By Joel Leyden
Israel News Agency / Jewish News Agency
Jerusalem, Israel — August 29, 2024 … The UJA Family Fund, established by the UJA in collaboration with the Hostage Forum, has distributed over $650,000 in financial assistance to more than 200 hostage family members. The Fund addresses critical needs that the Israeli government is unable to fulfill.
Cash grants pay for rent and groceries, alternative mental health treatments, even a car to get to and from a free the hostage’s rally. As the UJA is about to reach the end of the first year of the war, family members have been out of the workplace for months, and with many of their relatives still in Gaza, their needs are only growing. Over 200,000 Israelis are homeless, displaced and unemployed both in Israel and abroad from having to evacuate the North and South of Israel.
Ziv Sela is a case manager at the Hostage Forum. At first, she was worried about taking on this role, but those fears were quickly dispelled.

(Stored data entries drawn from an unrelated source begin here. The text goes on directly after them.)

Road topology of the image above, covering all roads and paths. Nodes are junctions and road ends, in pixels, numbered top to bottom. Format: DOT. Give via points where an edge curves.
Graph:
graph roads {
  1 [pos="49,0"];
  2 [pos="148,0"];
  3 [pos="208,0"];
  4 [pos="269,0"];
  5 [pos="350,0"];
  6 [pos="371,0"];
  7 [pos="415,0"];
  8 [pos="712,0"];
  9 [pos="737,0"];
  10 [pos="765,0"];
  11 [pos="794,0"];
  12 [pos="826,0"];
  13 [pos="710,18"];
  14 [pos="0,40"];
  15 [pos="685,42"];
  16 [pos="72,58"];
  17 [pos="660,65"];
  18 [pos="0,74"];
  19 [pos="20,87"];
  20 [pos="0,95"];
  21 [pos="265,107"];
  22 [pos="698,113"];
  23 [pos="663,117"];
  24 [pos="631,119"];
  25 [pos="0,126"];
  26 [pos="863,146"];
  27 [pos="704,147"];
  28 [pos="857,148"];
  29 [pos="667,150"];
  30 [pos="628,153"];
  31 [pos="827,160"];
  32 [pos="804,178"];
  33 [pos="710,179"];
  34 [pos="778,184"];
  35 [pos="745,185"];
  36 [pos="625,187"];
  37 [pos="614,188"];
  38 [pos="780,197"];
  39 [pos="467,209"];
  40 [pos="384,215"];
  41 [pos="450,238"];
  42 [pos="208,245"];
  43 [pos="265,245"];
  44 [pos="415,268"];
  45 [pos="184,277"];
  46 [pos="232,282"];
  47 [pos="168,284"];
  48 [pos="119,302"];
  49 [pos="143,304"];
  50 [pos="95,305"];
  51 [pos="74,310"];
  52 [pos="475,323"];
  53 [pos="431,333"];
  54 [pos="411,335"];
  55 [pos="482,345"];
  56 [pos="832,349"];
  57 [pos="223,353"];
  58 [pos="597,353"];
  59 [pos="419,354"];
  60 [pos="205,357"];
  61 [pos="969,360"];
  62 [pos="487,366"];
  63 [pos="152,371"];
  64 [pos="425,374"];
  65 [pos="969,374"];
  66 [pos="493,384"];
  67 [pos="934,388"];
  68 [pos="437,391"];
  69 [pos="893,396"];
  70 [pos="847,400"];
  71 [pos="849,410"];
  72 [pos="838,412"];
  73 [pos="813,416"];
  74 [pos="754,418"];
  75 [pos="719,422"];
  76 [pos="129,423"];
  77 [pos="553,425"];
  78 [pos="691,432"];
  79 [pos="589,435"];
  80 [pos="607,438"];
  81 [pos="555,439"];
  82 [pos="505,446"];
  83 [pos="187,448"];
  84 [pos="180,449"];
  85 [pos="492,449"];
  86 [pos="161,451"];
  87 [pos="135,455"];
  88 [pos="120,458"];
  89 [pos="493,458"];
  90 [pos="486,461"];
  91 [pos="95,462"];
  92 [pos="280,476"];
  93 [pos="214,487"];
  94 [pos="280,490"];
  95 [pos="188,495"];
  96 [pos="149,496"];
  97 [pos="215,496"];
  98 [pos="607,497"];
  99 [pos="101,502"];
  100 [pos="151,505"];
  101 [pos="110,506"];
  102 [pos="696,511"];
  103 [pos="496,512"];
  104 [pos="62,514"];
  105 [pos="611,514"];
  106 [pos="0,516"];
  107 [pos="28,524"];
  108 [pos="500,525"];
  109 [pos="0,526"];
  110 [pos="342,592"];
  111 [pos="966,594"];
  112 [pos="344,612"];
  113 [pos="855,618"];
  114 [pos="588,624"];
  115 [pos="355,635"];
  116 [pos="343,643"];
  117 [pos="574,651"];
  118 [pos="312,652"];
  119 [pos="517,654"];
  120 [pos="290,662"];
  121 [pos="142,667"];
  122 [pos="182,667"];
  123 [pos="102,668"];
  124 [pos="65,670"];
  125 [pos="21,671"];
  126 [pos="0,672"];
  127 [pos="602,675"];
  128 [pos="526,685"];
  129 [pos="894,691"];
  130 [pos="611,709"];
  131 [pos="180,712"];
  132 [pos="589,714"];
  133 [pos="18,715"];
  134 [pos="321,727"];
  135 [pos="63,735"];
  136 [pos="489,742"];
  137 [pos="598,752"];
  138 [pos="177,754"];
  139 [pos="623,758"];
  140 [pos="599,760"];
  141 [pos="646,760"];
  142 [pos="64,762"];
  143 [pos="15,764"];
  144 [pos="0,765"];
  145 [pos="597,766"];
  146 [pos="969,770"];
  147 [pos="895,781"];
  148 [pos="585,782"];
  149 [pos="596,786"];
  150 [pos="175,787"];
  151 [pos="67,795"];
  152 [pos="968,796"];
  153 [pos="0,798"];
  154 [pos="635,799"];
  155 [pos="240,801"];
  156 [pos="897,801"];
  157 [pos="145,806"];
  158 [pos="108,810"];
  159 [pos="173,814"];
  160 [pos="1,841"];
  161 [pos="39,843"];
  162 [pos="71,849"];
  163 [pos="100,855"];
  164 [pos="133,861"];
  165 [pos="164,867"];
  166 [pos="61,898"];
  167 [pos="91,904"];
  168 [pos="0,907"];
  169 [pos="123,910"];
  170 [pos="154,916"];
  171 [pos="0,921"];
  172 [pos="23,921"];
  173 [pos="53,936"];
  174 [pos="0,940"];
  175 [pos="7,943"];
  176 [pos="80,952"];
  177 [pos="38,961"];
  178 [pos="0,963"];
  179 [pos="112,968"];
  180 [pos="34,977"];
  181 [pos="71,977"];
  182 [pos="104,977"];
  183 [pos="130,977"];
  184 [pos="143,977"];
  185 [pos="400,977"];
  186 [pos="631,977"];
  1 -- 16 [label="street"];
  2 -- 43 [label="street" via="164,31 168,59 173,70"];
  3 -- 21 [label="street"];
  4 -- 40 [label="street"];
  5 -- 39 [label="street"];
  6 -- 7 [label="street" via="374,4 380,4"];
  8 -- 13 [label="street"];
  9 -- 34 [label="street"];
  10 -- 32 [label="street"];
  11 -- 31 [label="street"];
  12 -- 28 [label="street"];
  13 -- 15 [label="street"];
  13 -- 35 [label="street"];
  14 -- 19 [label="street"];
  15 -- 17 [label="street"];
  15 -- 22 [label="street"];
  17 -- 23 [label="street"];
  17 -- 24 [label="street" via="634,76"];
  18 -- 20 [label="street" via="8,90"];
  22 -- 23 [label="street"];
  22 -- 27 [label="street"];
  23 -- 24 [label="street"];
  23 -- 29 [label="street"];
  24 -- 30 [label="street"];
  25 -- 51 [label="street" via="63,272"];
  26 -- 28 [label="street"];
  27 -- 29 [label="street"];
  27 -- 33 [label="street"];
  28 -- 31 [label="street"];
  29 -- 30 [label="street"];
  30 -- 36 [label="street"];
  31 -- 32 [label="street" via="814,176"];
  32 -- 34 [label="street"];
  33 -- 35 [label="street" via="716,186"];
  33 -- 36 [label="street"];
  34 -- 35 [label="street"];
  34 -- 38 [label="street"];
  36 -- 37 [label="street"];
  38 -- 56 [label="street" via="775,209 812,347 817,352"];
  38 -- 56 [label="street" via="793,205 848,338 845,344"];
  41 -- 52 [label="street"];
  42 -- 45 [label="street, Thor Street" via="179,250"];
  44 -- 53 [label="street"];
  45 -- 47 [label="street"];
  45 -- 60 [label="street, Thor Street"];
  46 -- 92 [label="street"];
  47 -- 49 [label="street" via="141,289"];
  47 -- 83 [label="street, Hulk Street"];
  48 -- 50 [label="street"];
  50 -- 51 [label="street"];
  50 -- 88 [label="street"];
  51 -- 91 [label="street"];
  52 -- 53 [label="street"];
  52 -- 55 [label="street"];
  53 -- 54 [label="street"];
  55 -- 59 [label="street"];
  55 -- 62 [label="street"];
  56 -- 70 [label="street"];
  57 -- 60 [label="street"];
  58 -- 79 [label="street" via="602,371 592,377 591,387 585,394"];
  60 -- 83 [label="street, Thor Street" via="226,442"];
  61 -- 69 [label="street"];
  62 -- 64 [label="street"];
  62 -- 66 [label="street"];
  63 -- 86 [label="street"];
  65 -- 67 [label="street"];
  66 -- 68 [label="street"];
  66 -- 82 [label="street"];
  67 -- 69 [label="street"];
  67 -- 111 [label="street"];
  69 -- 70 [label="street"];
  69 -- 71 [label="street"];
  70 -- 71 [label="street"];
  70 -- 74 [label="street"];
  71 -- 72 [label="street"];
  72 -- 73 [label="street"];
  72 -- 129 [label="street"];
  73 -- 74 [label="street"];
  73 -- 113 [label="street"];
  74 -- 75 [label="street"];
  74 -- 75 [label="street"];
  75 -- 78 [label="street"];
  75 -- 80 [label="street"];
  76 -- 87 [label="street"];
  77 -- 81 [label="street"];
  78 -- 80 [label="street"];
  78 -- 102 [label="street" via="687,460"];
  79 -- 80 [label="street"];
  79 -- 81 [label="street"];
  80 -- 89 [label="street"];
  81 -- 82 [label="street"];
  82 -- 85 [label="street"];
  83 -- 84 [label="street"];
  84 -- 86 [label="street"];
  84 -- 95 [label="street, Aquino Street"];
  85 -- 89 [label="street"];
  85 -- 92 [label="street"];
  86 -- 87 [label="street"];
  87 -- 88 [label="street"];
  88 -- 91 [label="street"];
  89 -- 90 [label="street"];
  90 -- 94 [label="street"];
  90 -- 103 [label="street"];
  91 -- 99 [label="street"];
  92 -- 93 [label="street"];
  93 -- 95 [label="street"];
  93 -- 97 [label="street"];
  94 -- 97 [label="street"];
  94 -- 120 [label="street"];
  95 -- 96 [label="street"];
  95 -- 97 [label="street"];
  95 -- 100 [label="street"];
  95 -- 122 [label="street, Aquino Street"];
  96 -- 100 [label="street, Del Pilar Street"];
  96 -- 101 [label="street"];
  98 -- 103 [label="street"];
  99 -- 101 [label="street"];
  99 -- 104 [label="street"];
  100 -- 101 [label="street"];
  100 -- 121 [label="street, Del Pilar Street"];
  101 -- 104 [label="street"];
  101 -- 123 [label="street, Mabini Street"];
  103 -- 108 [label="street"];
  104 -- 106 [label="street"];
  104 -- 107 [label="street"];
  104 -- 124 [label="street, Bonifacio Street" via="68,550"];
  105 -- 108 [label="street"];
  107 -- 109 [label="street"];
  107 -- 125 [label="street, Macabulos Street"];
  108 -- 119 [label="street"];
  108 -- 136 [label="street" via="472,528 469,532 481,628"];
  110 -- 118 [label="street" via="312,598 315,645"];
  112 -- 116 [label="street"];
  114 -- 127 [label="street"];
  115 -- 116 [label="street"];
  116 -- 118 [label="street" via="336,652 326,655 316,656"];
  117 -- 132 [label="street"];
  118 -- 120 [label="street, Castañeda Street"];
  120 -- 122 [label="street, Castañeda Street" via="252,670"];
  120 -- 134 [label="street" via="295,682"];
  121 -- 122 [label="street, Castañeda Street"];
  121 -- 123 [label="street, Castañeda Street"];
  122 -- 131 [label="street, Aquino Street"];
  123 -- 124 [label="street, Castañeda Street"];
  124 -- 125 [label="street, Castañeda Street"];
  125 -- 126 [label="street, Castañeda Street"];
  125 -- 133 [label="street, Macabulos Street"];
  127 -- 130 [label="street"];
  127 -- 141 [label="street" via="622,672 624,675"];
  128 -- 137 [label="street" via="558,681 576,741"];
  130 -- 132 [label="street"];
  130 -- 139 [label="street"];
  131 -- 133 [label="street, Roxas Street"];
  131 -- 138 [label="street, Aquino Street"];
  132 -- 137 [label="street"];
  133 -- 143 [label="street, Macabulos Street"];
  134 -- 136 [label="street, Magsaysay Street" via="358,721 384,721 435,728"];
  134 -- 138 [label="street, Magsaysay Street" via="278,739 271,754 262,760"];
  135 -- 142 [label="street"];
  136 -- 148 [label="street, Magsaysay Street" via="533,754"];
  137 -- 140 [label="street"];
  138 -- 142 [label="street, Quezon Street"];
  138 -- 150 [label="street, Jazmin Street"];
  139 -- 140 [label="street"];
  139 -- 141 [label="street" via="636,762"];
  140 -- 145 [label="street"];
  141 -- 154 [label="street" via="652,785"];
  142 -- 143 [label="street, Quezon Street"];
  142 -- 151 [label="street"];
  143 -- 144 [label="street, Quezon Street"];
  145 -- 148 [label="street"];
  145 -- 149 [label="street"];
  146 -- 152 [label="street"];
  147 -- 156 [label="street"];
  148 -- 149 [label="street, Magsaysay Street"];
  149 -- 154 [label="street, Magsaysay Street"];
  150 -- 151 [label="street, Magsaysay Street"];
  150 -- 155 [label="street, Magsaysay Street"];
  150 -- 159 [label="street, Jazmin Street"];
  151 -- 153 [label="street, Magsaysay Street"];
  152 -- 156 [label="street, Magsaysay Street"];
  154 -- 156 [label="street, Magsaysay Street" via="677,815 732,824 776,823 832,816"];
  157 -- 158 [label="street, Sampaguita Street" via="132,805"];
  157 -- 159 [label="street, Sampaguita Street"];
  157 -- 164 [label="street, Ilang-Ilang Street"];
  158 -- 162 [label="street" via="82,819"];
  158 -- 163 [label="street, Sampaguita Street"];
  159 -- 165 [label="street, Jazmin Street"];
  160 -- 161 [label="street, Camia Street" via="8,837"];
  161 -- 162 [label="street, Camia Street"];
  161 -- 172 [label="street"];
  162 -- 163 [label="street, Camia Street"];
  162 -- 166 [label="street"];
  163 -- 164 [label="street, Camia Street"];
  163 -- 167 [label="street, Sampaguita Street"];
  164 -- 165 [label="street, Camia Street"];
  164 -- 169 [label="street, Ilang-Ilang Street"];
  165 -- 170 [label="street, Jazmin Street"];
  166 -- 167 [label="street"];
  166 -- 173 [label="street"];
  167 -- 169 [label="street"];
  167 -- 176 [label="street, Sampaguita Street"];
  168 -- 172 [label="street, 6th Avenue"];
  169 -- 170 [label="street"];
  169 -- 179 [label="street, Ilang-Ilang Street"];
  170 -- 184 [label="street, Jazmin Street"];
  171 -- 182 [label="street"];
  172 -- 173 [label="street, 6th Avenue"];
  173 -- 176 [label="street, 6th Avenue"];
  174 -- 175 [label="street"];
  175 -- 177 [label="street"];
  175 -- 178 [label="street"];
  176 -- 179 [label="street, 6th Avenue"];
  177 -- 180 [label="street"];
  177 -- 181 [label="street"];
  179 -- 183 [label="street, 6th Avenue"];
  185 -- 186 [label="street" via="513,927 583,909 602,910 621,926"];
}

“Contrary to my fears at the beginning about the atmosphere at the Hostage Forum, I discovered that there is so much hope in this place. The families walk around here with a conviction that they will see their loved ones entering the door,” Ziv says. “They only ask others who arrive to adhere to this path as well, that this is the only way they will return. To see shattered families with faith in their eyes is very powerful.”
On the other hand, there are also days when it feels like no one can breathe.
“When they announced they recovered the bodies of Yagev Buchstav, Nadav Popllewell, Haim Perry, Alex Danzig, Yoram Metzger, and Avraham Munder, there was a feeling of suffocation, and everything overflowed.”
The hostages, taken by Hamas into Gaza, remain on Ziv’s mind during the day at work and when she leaves at night. She says that sometimes she’ll catch a glimpse of a girl sitting in the café who looks like a hostage. And when she goes to sleep, the hostages are in her dreams as well.
Due to the circumstances, the case manager position requires focus and operational abilities, as well as extraordinary sensitivity. Ziv can’t help but get emotionally invested.
But there is also living proof that things can turn around Two of the Israeli hostages who were rescued by the IDF – Almog Meir Jan and Louis Har – walk the halls of the forum, and Louis laughs loudly.
“Seeing them in the corridors, resurrected from the posters (of the hostages on the wall of the forum) we’ve become so used to – it’s something that gives us all hope.
“The hostages are not posters, they’re real people who live among us and they need to return to us. And we, from our side, must do everything, day and night, to welcome them back with the warmest embrace.”
Families of Israeli hostages demonstrated today at the Israel-Gaza border, demanding that they be released.
The event, organized by the Hostages and Missing Families Forum, saw relatives with bullhorns calling out messages to their loved ones from at the border near Kibbutz Nirim.
Rachel Goldberg-Polin, mother of Hersh Goldberg-Polin shouted: “It’s Mama, Hersh. It’s day 328. We are all here, all the families of the remaining 107 hostages. Hersh, we are working day and night, and we will never stop.” Hamas abducted Goldberg-Polin, a 23-year-old dual US-Israel national, from the Nova Music Festival at Kibbutz Re’im on the morning of October 7.
“I need you to know that I am giving you now the blessing I give you every single morning when I pray for you, and every Friday night I go out on the porch, towards Gaza, and I give you the Kohanic blessing: May God bless you and keep you. May God shine His face upon you and be gracious to you,” she said.
Varda Ben Baruch called out to her son, 19-year-old Edan Alexander, “Do you hear us, Edaneleh?
Your father and mother are waiting for you in America. You came here to join the army. Be strong, we are strong for you! We love you very much and are waiting for you!”
The family last heard from him while he was manning a Gaza border position on the morning of the attack.
At least 1,200 people were murdered, and 252 Israelis and foreigners were taken hostage in the Hamas Massacre on Israeli communities near the Gaza border on October 7. Of the 103 remaining hostages, more than 30 have been declared dead. Hamas has also been holding captive two Israeli civilians since 2014 and 2015, and the bodies of two soldiers killed in 2014.
The Hostage Families Forum welcomed the rescue of Israeli Arab captive Qaid Farhan al-Qadi from Gaza by IDF troops but stressed that a deal is necessary to secure the release of the remaining hostages.
“He endured 326 days in captivity,” says the main umbrella group for family members of the hostages in a statement. “Qaid’s return home is nothing short of miraculous. However, we must remember that military operations alone cannot free the remaining 108 hostages, a negotiated deal is the only way forward.”